Here’s a bullet point list of what to do when you catch a big fish.
- Once you know you have a true trophy, fight it and get it aboard as soon as you can.
- Use a rubber dip net, or a soft nylon mesh, not the rough, abrasive kind.
- Don’t jack its jaw. Support the weight of the fish with your other hand, as you hold the lower jaw near its closed position.
- Always handle any fish with wet hands.
- Get it into lake water as soon as possible, whether you release it or put it in a live well. If you plan to keep it for whatever reason, make sure the live well has fresh water pumping in from the lake.
- If you aren’t pumping fresh water from the lake consistently, add some table salt to the live well. That helps strengthen the fish’s slime by dehydrating it, making it stickier. Add 2-2.5 pounds of salt for each 100 gallons of water. Extrapolate the other way, if your live well is smaller. Do this if your fish will be in the live well longer than 20-30 minutes.
- Don’t keep it out of water for more than 20 seconds at a time. You can’t hold your breath forever, and neither can a tired fish with lactic acid in its muscles. Take pictures fast, and if you plan to release it, do it sooner rather than later.
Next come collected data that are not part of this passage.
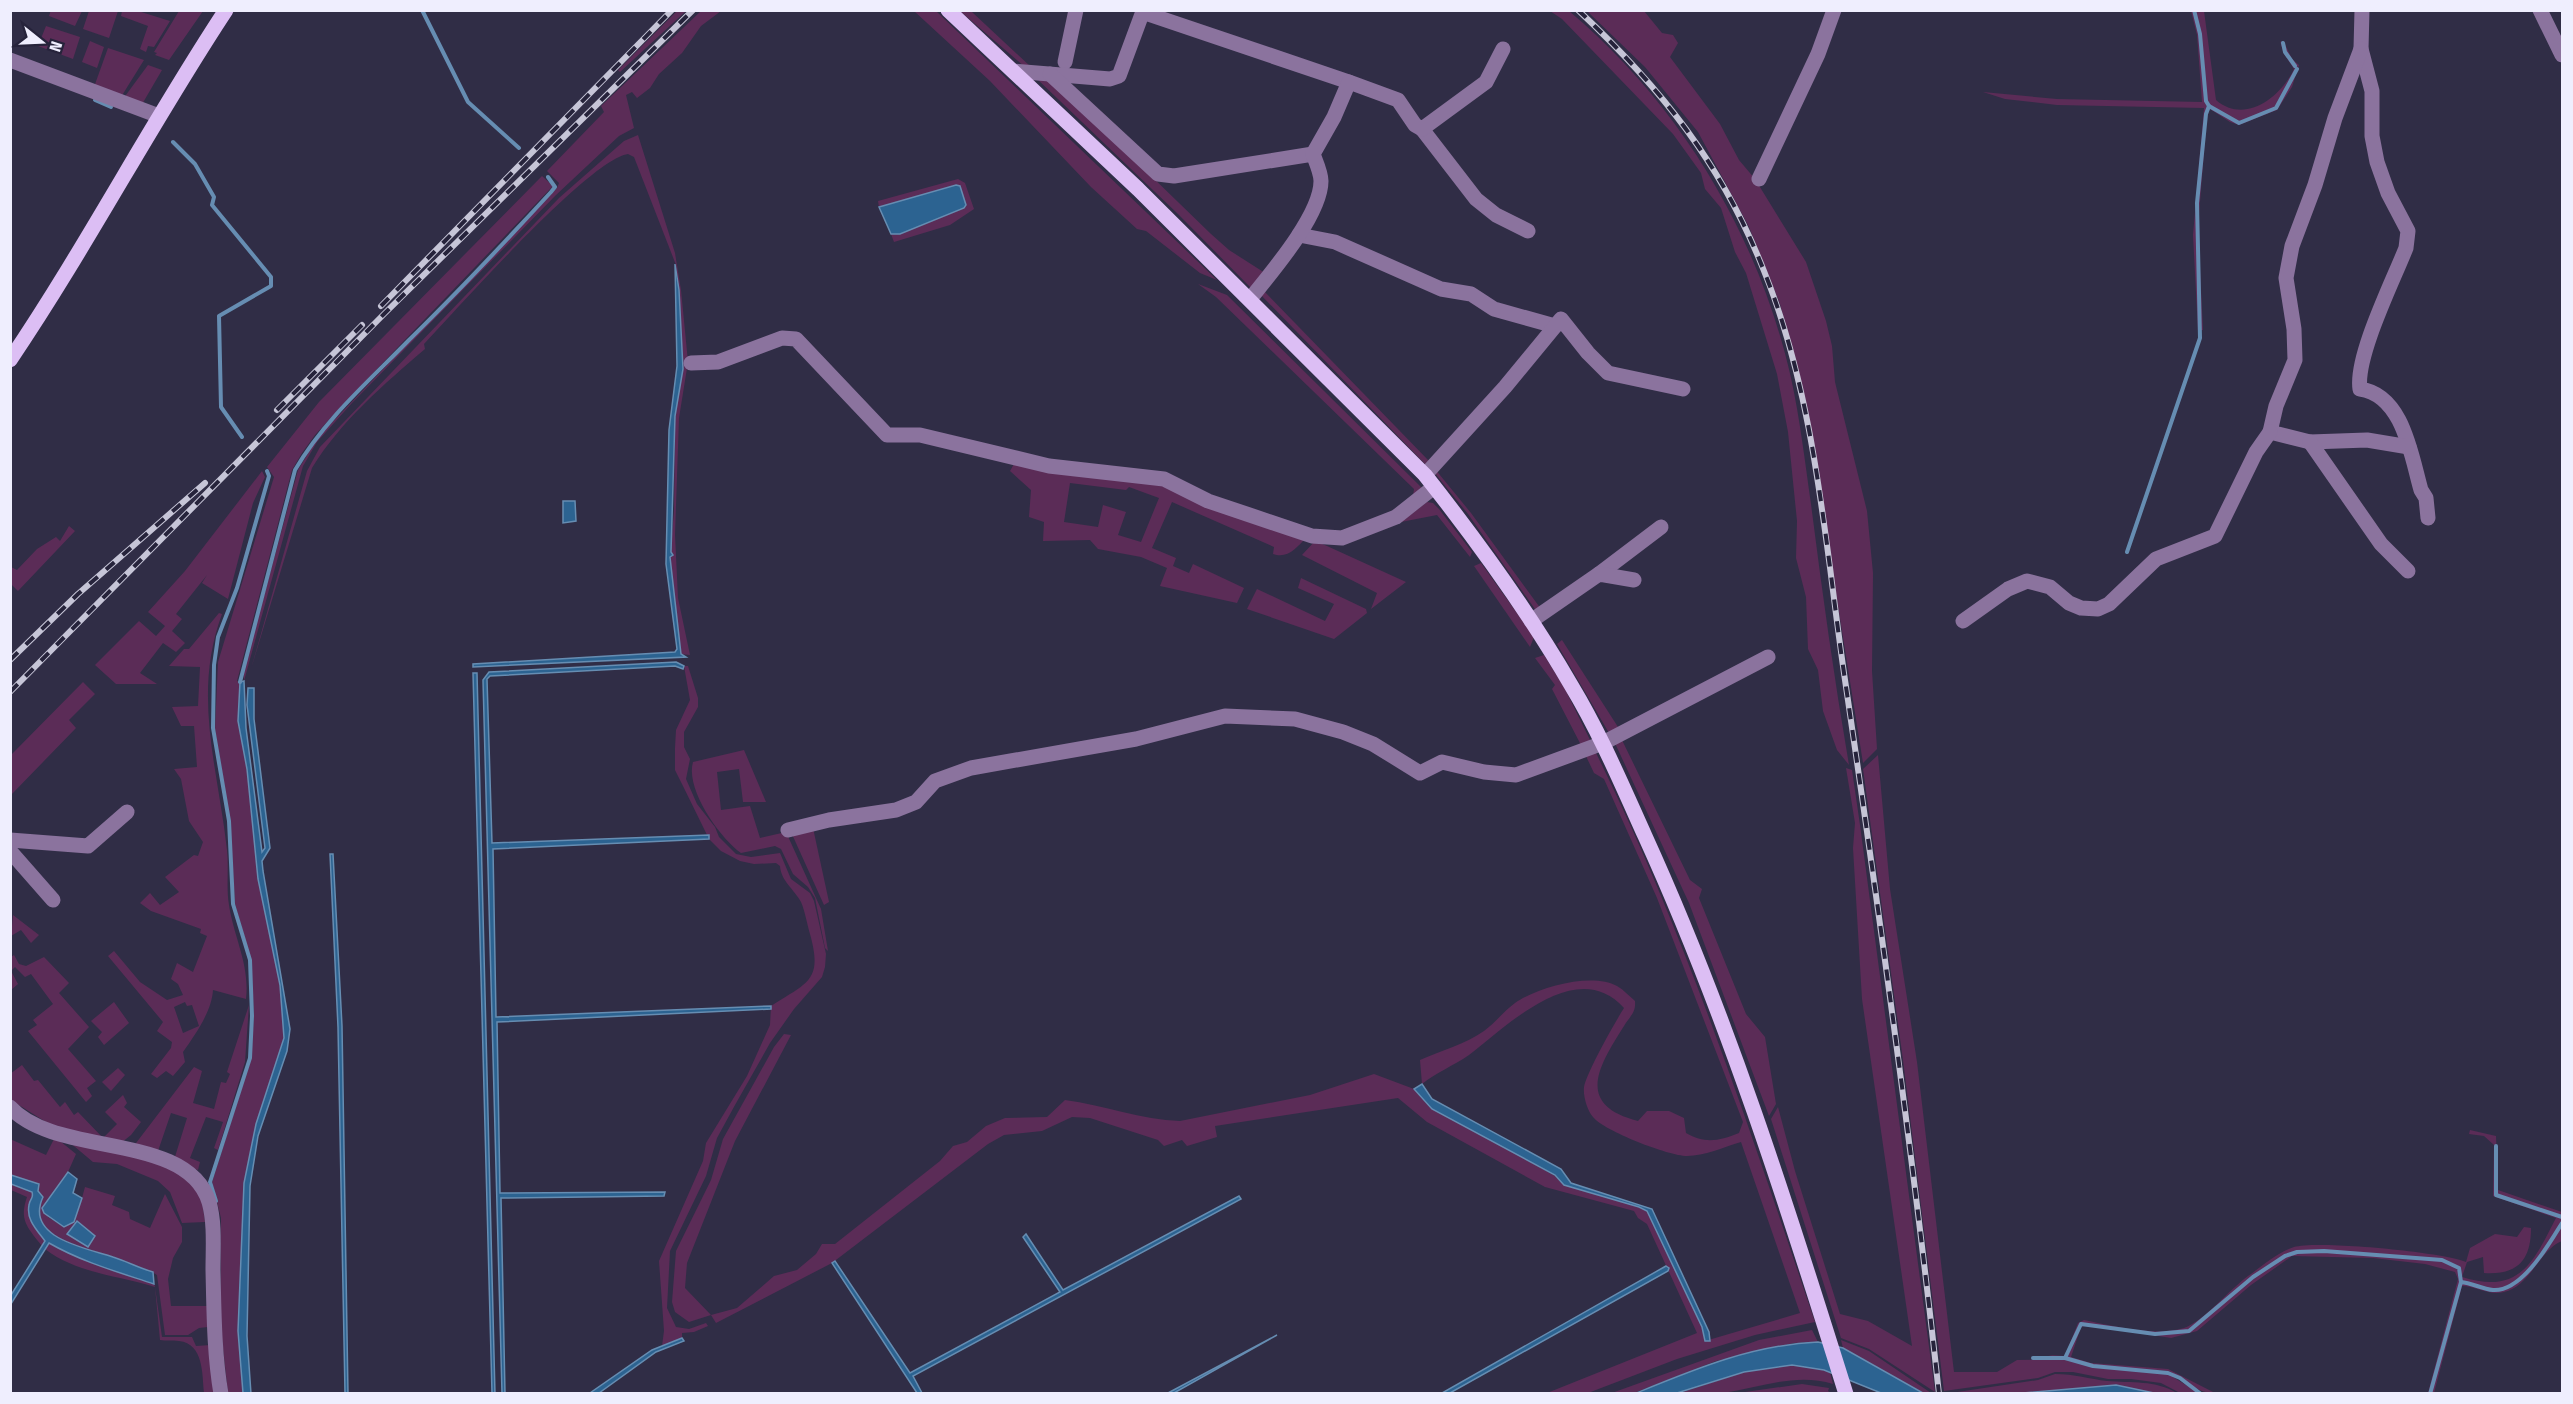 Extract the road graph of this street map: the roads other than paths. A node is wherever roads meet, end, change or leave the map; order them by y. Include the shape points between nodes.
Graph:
1 (226, 10) edge
2 (948, 10) edge
3 (1076, 10) edge
4 (1834, 10) edge
5 (2362, 10) edge
6 (2540, 10) edge
7 (1503, 49) dead end
8 (2361, 49) junction
9 (2562, 55) edge
10 (10, 60) edge
11 (1065, 62) dead end
12 (1013, 71) junction
13 (1050, 74) junction
14 (1349, 82) junction
15 (159, 116) junction
16 (1422, 129) junction
17 (1313, 154) junction
18 (1759, 179) dead end
19 (1527, 231) dead end
20 (1299, 235) junction
21 (1250, 299) junction
22 (1555, 326) junction
23 (10, 360) edge
24 (691, 363) dead end
25 (1683, 389) dead end
26 (2270, 432) junction
27 (2310, 442) junction
28 (2409, 447) junction
29 (1430, 481) junction
30 (2428, 518) dead end
31 (1661, 527) dead end
32 (2408, 571) dead end
33 (1599, 574) junction
34 (1634, 580) dead end
35 (1531, 621) junction
36 (1963, 621) dead end
37 (1768, 657) dead end
38 (1603, 743) junction
39 (127, 812) dead end
40 (788, 830) dead end
41 (10, 840) edge
42 (10, 851) edge
43 (53, 900) dead end
44 (10, 1107) edge
45 (1845, 1389) edge
46 (221, 1394) edge

1 - 15 main road
2 - 12 main road
3 - 11 street
4 - 18 street via 1818,54
5 - 8 street
6 - 9 street
7 - 16 street via 1486,82
8 - 26 street via 2292,246 2286,278 2295,360
8 - 28 street via 2372,91 2372,136 2377,162 2408,231 2406,248 2362,362 2359,383 2360,389 2382,397 2404,430
10 - 15 street
12 - 13 street
12 - 21 main road
13 - 14 street via 1110,79 1119,76 1145,13
13 - 17 street via 1158,174 1174,176
14 - 16 street via 1398,100
14 - 17 street
15 - 23 main road via 64,279
16 - 19 street via 1476,199
17 - 20 street via 1321,180 1316,201
20 - 21 street
20 - 22 street via 1335,242 1441,289 1471,294 1494,309
21 - 29 main road
22 - 25 street via 1561,319 1608,373
22 - 29 street
24 - 29 street via 718,362 782,338 795,339 887,435 920,435 1049,466 1164,479 1208,501 1312,536 1342,538 1396,517
26 - 27 street
26 - 36 street via 2256,452 2215,536 2156,559 2109,603 2098,609 2081,608 2050,587 2027,581 2008,589
27 - 28 street via 2367,441
27 - 32 street via 2381,543
28 - 30 street via 2426,498
29 - 35 main road
31 - 33 street
33 - 34 street
33 - 35 street
35 - 38 main road
37 - 38 street
38 - 40 street via 1516,775 1442,762 1420,773 1373,744 1343,732 1295,719 1225,716 1136,739 971,768 935,781 916,802 896,810
38 - 45 main road via 1671,893 1724,1026 1778,1176
39 - 41 street via 88,846
42 - 43 street
44 - 46 street via 19,1116 67,1137 160,1159 197,1178 213,1224 214,1327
- If you plan to donate the fish in a ShareLunker-type program, keep it in well-aerated lake water, in the dark, and don’t handle it any more than necessary.
Congratulations! You’ve caught the fish of a lifetime—your personal best—maybe even a record beyond you. Consider what it took for that majestic animal to become what it is, the odds it beat to grow to this giant size, and consider the odds you just beat by catching it. Both you and that fish deserve to be handled well. For the fish, it’s life or death. For you, it’s the thrill of accomplishing something that many people will never do. And, if the fish lives, your accomplishment won’t end with an asterisk beside your heart. That big fish will go back to do what it did, and what it can do to make sure its genes will be paid forward.